**What you should do:** Copy each line of the entries that includes the word "Carrer".

**Records provided:**
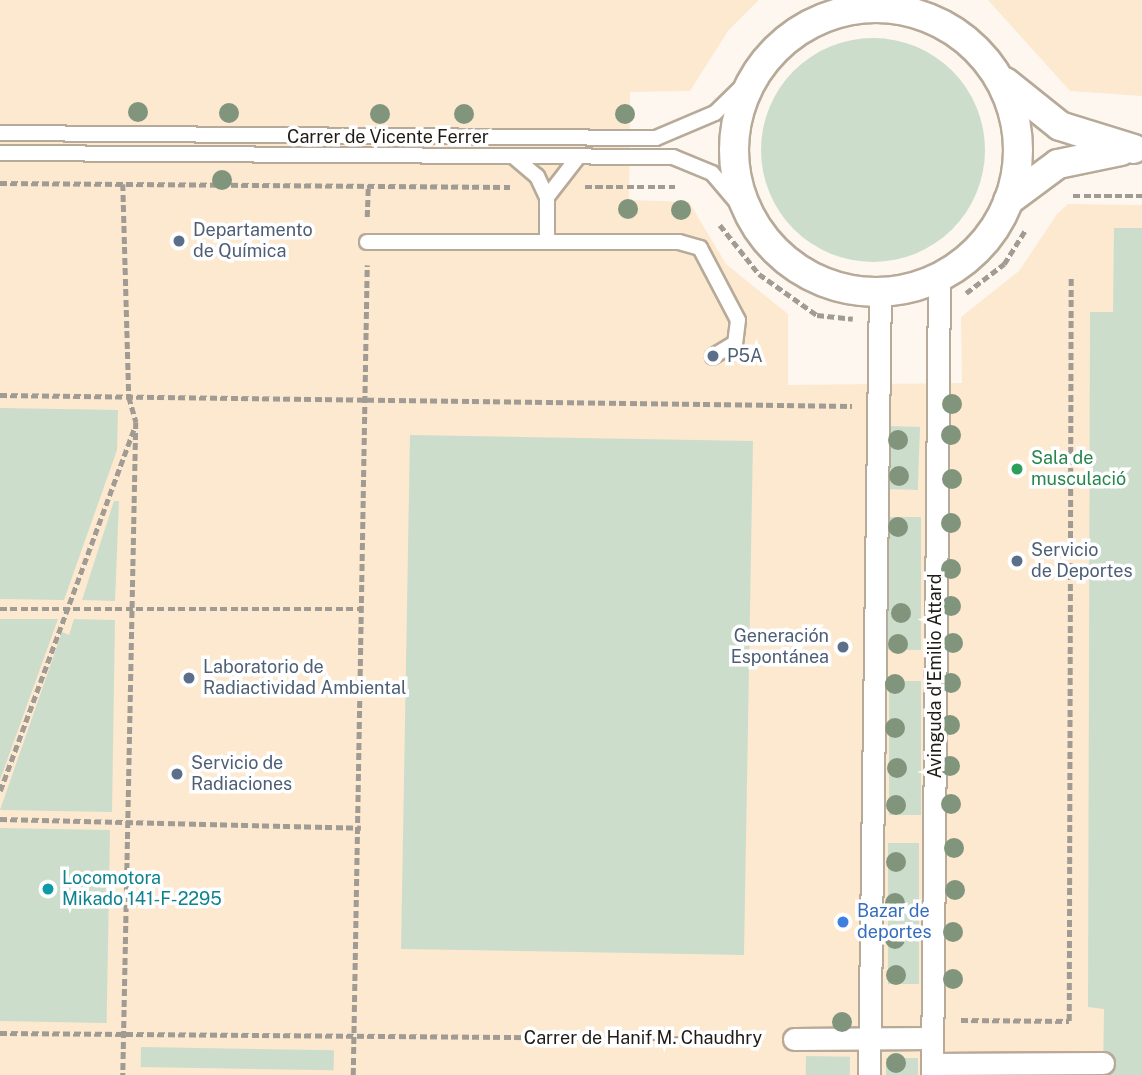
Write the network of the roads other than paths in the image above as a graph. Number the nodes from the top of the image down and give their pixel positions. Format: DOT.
graph roads {
  1 [pos="814,0"];
  2 [pos="940,0"];
  3 [pos="785,41"];
  4 [pos="969,42"];
  5 [pos="996,72"];
  6 [pos="754,75"];
  7 [pos="0,133"];
  8 [pos="1138,149"];
  9 [pos="0,153"];
  10 [pos="513,157"];
  11 [pos="578,157"];
  12 [pos="547,197"];
  13 [pos="1009,201"];
  14 [pos="750,218"];
  15 [pos="547,241"];
  16 [pos="367,242"];
  17 [pos="939,277"];
  18 [pos="880,292"];
  19 [pos="713,356"];
  20 [pos="932,1029"];
  21 [pos="869,1038"];
  22 [pos="794,1039"];
  23 [pos="1103,1063"];
  24 [pos="932,1070"];
  25 [pos="869,1075"];
  1 -- 3 [label="street"];
  2 -- 4 [label="street"];
  3 -- 4 [label="street"];
  3 -- 6 [label="street"];
  4 -- 5 [label="street"];
  5 -- 8 [label="street"];
  5 -- 13 [label="street"];
  6 -- 7 [label="lane, Carrer de Vicente Ferrer"];
  6 -- 14 [label="street"];
  8 -- 13 [label="street"];
  9 -- 10 [label="lane, Carrer de Vicente Ferrer"];
  10 -- 11 [label="lane, Carrer de Vicente Ferrer"];
  10 -- 12 [label="lane"];
  11 -- 12 [label="lane"];
  11 -- 14 [label="lane, Carrer de Vicente Ferrer"];
  12 -- 15 [label="lane"];
  13 -- 17 [label="street"];
  14 -- 18 [label="street"];
  15 -- 16 [label="lane"];
  15 -- 19 [label="lane"];
  17 -- 18 [label="street"];
  17 -- 20 [label="street, Avinguda d'Emilio Attard"];
  18 -- 21 [label="street"];
  20 -- 21 [label="street"];
  20 -- 24 [label="street, Avinguda d'Emilio Attard"];
  21 -- 22 [label="street"];
  21 -- 25 [label="street"];
  23 -- 24 [label="street"];
}
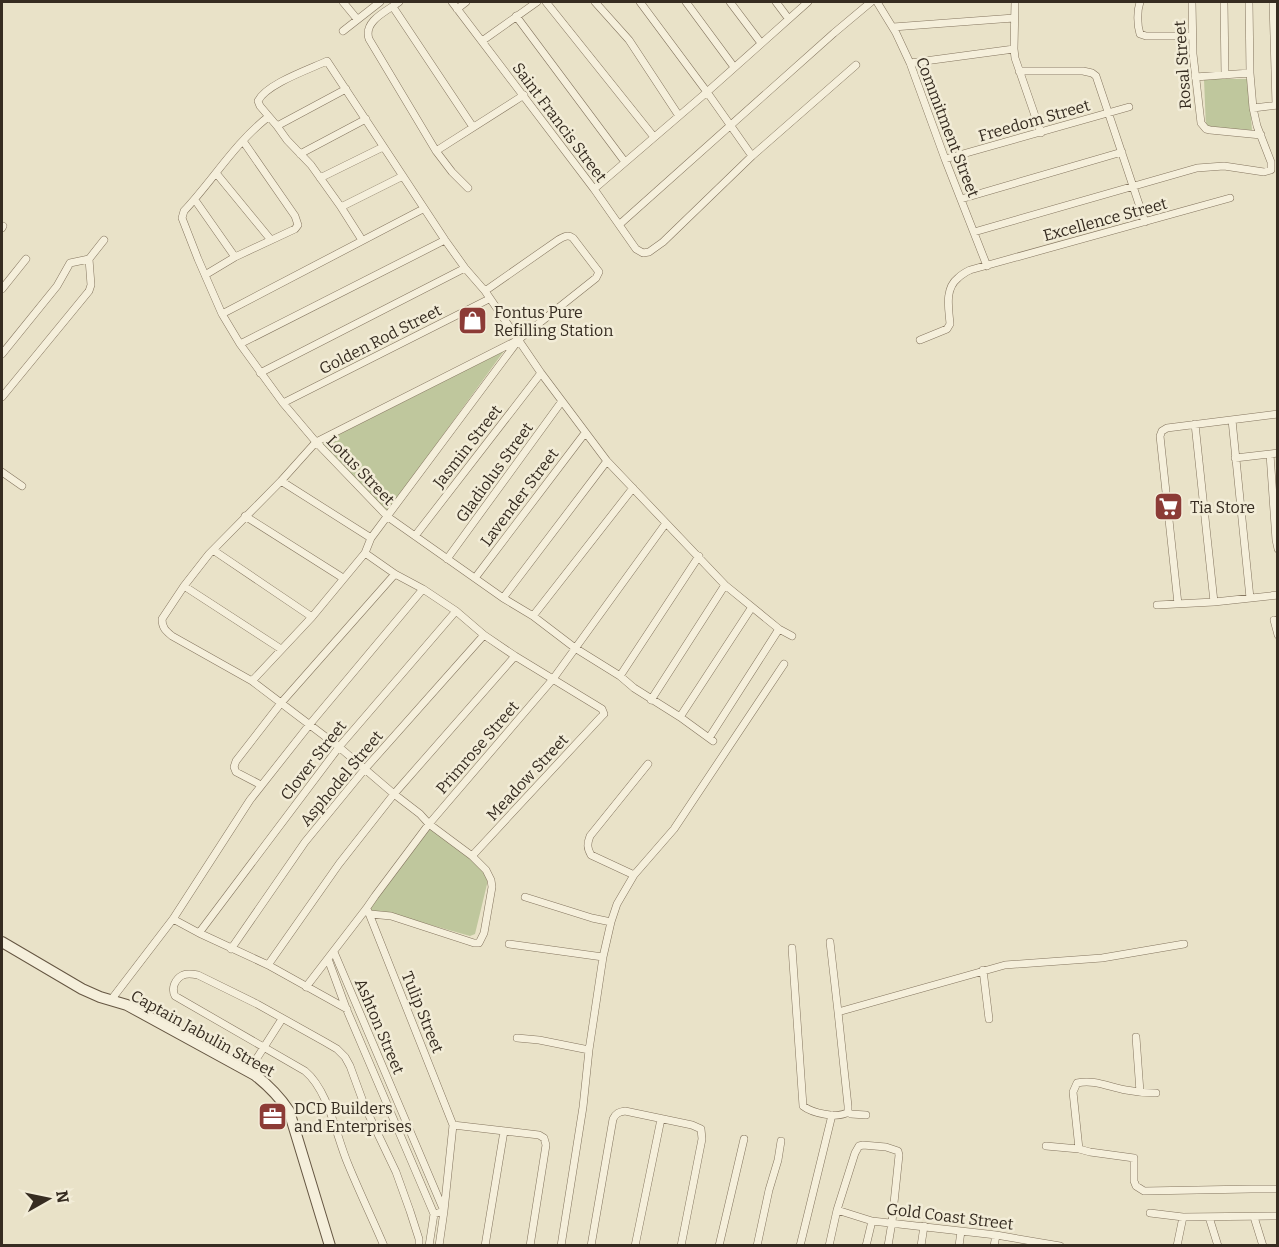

**Result:**
  6 -- 7 [label="lane, Carrer de Vicente Ferrer"];
  9 -- 10 [label="lane, Carrer de Vicente Ferrer"];
  10 -- 11 [label="lane, Carrer de Vicente Ferrer"];
  11 -- 14 [label="lane, Carrer de Vicente Ferrer"];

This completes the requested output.